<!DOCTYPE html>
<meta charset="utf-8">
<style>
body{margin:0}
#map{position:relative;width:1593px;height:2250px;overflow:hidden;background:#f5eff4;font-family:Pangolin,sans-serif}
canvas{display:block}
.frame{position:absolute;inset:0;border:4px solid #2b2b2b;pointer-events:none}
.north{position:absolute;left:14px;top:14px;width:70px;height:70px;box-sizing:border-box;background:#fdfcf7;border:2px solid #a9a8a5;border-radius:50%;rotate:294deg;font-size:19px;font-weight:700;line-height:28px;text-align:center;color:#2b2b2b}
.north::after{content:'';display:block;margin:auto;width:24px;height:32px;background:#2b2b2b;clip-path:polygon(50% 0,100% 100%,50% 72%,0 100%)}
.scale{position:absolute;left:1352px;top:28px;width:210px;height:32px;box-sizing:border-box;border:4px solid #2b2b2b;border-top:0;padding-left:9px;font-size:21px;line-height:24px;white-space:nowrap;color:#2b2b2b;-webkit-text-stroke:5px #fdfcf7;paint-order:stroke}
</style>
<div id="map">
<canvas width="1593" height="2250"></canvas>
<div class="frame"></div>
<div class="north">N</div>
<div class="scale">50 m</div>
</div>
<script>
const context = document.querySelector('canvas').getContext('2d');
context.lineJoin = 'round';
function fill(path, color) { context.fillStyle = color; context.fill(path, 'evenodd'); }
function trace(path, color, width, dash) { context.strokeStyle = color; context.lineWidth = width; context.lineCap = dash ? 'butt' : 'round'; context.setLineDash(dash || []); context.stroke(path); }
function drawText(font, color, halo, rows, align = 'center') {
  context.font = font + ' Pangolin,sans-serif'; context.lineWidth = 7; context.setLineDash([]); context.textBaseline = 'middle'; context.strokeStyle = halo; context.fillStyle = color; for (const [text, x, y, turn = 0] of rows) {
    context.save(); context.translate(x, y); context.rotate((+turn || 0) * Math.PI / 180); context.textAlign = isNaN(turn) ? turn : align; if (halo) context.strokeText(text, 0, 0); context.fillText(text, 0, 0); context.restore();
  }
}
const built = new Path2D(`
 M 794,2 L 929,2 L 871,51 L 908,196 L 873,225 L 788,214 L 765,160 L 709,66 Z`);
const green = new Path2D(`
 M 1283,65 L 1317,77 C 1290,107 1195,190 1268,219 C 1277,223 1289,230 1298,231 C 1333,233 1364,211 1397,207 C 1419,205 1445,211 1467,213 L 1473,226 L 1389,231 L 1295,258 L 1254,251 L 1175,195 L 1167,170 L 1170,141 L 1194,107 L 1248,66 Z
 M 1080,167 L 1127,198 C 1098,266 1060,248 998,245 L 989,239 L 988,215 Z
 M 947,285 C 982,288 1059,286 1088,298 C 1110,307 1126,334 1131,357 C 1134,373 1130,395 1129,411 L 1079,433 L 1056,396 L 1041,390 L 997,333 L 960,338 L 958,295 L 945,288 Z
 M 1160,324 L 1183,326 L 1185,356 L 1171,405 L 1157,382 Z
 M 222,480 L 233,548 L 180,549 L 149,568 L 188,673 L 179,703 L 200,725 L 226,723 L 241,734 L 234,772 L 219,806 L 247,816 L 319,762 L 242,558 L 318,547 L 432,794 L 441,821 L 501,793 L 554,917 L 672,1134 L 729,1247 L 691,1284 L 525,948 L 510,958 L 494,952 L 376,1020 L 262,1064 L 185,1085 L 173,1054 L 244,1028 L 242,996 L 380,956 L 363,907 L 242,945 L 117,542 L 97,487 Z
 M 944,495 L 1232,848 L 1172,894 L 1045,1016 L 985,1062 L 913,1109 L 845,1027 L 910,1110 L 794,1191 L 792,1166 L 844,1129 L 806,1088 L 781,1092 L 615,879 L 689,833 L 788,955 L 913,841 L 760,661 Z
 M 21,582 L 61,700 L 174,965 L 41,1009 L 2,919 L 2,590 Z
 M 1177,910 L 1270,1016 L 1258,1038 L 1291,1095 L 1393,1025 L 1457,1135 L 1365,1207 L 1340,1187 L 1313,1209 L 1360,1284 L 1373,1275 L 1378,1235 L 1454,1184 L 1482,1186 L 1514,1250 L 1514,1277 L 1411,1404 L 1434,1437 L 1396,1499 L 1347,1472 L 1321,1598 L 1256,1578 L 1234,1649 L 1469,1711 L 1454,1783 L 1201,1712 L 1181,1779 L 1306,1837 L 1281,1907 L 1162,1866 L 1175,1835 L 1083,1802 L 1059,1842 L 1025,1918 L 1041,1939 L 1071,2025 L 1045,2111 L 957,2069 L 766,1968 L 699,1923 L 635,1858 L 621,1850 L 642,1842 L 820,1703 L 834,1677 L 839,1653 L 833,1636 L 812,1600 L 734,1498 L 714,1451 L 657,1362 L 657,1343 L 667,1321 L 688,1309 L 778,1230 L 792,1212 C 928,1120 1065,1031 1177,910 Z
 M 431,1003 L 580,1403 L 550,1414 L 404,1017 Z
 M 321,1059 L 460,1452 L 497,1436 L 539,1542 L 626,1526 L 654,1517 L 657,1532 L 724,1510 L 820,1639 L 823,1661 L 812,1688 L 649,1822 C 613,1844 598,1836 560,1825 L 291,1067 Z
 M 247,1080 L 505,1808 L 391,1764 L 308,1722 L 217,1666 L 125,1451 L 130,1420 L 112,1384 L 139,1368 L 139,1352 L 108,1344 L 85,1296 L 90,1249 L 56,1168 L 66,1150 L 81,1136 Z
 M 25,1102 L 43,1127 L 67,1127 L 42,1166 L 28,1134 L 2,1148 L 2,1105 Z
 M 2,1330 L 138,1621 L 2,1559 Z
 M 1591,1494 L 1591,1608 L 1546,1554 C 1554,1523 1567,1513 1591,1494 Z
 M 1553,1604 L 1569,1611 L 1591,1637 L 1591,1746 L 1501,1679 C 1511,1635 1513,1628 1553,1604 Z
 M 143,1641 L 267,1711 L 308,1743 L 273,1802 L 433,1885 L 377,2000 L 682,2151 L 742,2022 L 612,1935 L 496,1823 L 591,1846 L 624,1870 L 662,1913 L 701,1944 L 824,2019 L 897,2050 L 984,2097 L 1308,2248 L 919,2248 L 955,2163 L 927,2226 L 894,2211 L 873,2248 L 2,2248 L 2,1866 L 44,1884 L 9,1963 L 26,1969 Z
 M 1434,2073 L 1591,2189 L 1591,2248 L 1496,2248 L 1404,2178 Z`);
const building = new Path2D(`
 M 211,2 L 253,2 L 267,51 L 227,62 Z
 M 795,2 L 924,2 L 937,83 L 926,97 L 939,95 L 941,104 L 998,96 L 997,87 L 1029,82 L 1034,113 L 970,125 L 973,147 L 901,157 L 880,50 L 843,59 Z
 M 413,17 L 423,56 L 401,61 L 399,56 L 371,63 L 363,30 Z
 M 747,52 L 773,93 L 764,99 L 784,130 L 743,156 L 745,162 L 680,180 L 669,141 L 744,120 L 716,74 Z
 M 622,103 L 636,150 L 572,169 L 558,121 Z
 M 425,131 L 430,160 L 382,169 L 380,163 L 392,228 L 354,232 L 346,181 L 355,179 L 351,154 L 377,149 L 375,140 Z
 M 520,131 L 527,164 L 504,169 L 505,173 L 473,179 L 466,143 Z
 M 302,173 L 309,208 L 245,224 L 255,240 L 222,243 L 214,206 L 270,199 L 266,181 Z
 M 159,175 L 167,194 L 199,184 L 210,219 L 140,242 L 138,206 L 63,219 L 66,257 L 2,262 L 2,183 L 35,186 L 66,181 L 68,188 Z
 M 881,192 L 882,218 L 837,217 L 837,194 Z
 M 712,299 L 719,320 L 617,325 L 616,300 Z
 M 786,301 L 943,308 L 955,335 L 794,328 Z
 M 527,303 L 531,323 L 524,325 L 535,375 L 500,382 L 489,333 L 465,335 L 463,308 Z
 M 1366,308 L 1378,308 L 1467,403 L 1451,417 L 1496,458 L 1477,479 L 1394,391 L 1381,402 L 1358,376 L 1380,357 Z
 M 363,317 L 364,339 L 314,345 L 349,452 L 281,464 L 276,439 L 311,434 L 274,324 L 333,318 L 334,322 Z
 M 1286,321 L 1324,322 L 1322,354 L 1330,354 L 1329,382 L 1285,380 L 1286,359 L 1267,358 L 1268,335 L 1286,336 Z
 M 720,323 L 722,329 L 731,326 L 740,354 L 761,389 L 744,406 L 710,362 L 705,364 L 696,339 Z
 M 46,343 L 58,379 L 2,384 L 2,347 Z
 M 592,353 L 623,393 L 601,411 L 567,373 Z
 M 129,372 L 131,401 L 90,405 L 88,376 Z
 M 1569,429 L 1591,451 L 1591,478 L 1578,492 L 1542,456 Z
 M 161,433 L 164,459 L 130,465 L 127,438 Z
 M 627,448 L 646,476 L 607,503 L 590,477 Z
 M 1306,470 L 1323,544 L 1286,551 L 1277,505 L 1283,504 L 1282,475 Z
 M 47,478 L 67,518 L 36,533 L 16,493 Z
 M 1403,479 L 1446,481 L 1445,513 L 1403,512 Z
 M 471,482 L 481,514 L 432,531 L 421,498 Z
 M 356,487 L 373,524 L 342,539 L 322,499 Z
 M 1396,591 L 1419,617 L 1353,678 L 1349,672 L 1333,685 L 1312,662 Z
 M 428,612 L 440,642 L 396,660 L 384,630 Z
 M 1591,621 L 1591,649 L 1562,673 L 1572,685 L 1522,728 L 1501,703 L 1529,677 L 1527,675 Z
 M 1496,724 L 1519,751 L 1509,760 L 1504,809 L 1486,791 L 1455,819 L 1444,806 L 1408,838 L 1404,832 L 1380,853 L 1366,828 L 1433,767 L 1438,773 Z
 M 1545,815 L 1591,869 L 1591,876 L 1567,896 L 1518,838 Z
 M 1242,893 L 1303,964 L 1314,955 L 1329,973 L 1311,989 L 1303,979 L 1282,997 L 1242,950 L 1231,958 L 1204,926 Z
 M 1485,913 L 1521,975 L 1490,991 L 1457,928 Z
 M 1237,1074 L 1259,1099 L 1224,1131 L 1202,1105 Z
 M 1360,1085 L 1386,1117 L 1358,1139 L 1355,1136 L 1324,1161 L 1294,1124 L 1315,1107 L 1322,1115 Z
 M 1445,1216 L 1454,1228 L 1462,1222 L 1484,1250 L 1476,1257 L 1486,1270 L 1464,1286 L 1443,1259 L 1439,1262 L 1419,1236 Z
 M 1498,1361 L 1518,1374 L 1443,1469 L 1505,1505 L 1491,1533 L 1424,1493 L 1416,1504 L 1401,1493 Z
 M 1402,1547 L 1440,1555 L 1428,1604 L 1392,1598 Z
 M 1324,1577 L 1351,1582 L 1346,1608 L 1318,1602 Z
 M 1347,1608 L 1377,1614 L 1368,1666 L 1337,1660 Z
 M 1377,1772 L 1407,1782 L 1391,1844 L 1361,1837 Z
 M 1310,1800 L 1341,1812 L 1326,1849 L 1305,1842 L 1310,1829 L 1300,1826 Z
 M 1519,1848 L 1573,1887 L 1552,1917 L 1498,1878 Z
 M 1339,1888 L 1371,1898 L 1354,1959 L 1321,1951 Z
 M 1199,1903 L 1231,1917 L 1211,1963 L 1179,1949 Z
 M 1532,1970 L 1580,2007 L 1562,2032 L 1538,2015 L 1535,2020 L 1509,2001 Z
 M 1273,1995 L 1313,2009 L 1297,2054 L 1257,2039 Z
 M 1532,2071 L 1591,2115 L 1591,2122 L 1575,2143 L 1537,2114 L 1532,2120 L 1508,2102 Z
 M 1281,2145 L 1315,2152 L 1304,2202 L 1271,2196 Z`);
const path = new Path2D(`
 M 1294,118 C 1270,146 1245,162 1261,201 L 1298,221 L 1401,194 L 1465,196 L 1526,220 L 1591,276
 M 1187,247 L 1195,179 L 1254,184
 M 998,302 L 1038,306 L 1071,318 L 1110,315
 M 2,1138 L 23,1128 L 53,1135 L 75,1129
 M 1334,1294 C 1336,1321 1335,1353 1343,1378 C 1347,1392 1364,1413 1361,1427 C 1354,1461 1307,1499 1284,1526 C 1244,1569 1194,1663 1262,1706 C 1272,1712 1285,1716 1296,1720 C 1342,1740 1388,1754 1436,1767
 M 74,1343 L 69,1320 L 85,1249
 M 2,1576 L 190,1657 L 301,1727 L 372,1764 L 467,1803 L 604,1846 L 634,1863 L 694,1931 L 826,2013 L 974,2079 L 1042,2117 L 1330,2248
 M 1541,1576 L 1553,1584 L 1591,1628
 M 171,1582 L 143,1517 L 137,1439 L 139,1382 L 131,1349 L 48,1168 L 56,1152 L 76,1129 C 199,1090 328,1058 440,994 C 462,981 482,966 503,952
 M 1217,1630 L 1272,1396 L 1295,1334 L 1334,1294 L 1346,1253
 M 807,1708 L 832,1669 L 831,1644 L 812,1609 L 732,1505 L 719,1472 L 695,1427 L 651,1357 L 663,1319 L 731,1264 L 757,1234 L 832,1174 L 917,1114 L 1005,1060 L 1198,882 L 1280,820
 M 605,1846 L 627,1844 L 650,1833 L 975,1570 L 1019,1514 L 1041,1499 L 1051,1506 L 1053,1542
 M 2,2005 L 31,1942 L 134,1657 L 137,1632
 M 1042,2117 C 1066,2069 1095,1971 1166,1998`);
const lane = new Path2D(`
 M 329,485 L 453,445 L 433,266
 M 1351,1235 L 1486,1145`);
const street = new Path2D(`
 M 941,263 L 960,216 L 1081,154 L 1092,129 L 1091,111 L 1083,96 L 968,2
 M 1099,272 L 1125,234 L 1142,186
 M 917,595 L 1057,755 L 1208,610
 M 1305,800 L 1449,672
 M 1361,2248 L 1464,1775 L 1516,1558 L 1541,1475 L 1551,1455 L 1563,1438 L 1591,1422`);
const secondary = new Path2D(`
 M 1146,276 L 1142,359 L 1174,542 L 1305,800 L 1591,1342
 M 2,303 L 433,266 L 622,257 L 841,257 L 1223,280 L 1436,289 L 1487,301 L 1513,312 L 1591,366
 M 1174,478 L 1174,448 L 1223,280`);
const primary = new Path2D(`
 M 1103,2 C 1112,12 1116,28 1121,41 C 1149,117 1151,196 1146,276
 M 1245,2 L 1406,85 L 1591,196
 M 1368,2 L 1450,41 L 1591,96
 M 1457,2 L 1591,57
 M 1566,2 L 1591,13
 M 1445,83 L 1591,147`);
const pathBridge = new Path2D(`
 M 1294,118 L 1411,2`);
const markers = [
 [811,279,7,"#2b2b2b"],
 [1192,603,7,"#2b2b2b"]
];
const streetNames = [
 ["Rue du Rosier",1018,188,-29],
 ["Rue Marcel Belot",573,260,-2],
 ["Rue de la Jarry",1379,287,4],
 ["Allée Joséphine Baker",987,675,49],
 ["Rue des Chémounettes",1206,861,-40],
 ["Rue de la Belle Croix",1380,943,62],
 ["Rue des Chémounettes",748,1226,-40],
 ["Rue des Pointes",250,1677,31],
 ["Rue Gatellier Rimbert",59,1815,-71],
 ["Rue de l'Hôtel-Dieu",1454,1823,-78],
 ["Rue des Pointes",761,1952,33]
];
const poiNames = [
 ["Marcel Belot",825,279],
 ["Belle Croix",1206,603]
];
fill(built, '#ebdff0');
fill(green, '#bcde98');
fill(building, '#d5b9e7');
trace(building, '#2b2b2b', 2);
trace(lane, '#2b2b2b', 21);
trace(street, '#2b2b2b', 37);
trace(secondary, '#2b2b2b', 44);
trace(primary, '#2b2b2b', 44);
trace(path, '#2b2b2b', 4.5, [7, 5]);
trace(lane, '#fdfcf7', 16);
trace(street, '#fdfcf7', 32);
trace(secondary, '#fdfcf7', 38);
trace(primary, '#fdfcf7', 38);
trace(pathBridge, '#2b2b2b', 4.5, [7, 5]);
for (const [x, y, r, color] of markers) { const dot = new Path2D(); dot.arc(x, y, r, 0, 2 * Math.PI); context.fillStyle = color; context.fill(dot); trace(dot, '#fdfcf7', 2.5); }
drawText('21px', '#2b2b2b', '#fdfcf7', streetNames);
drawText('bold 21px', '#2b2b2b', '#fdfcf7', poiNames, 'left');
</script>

##############################

#### [TASK]
Only those lines of the entries above that run from the line containing "function drawText(font, color, halo, rows, align" to the line containing "M 944,495 L", both included, should be transcribed exactly.

#### [RESULT OF THE EXERCISE]
function drawText(font, color, halo, rows, align = 'center') {
  context.font = font + ' Pangolin,sans-serif'; context.lineWidth = 7; context.setLineDash([]); context.textBaseline = 'middle'; context.strokeStyle = halo; context.fillStyle = color; for (const [text, x, y, turn = 0] of rows) {
    context.save(); context.translate(x, y); context.rotate((+turn || 0) * Math.PI / 180); context.textAlign = isNaN(turn) ? turn : align; if (halo) context.strokeText(text, 0, 0); context.fillText(text, 0, 0); context.restore();
  }
}
const built = new Path2D(`
 M 794,2 L 929,2 L 871,51 L 908,196 L 873,225 L 788,214 L 765,160 L 709,66 Z`);
const green = new Path2D(`
 M 1283,65 L 1317,77 C 1290,107 1195,190 1268,219 C 1277,223 1289,230 1298,231 C 1333,233 1364,211 1397,207 C 1419,205 1445,211 1467,213 L 1473,226 L 1389,231 L 1295,258 L 1254,251 L 1175,195 L 1167,170 L 1170,141 L 1194,107 L 1248,66 Z
 M 1080,167 L 1127,198 C 1098,266 1060,248 998,245 L 989,239 L 988,215 Z
 M 947,285 C 982,288 1059,286 1088,298 C 1110,307 1126,334 1131,357 C 1134,373 1130,395 1129,411 L 1079,433 L 1056,396 L 1041,390 L 997,333 L 960,338 L 958,295 L 945,288 Z
 M 1160,324 L 1183,326 L 1185,356 L 1171,405 L 1157,382 Z
 M 222,480 L 233,548 L 180,549 L 149,568 L 188,673 L 179,703 L 200,725 L 226,723 L 241,734 L 234,772 L 219,806 L 247,816 L 319,762 L 242,558 L 318,547 L 432,794 L 441,821 L 501,793 L 554,917 L 672,1134 L 729,1247 L 691,1284 L 525,948 L 510,958 L 494,952 L 376,1020 L 262,1064 L 185,1085 L 173,1054 L 244,1028 L 242,996 L 380,956 L 363,907 L 242,945 L 117,542 L 97,487 Z
 M 944,495 L 1232,848 L 1172,894 L 1045,1016 L 985,1062 L 913,1109 L 845,1027 L 910,1110 L 794,1191 L 792,1166 L 844,1129 L 806,1088 L 781,1092 L 615,879 L 689,833 L 788,955 L 913,841 L 760,661 Z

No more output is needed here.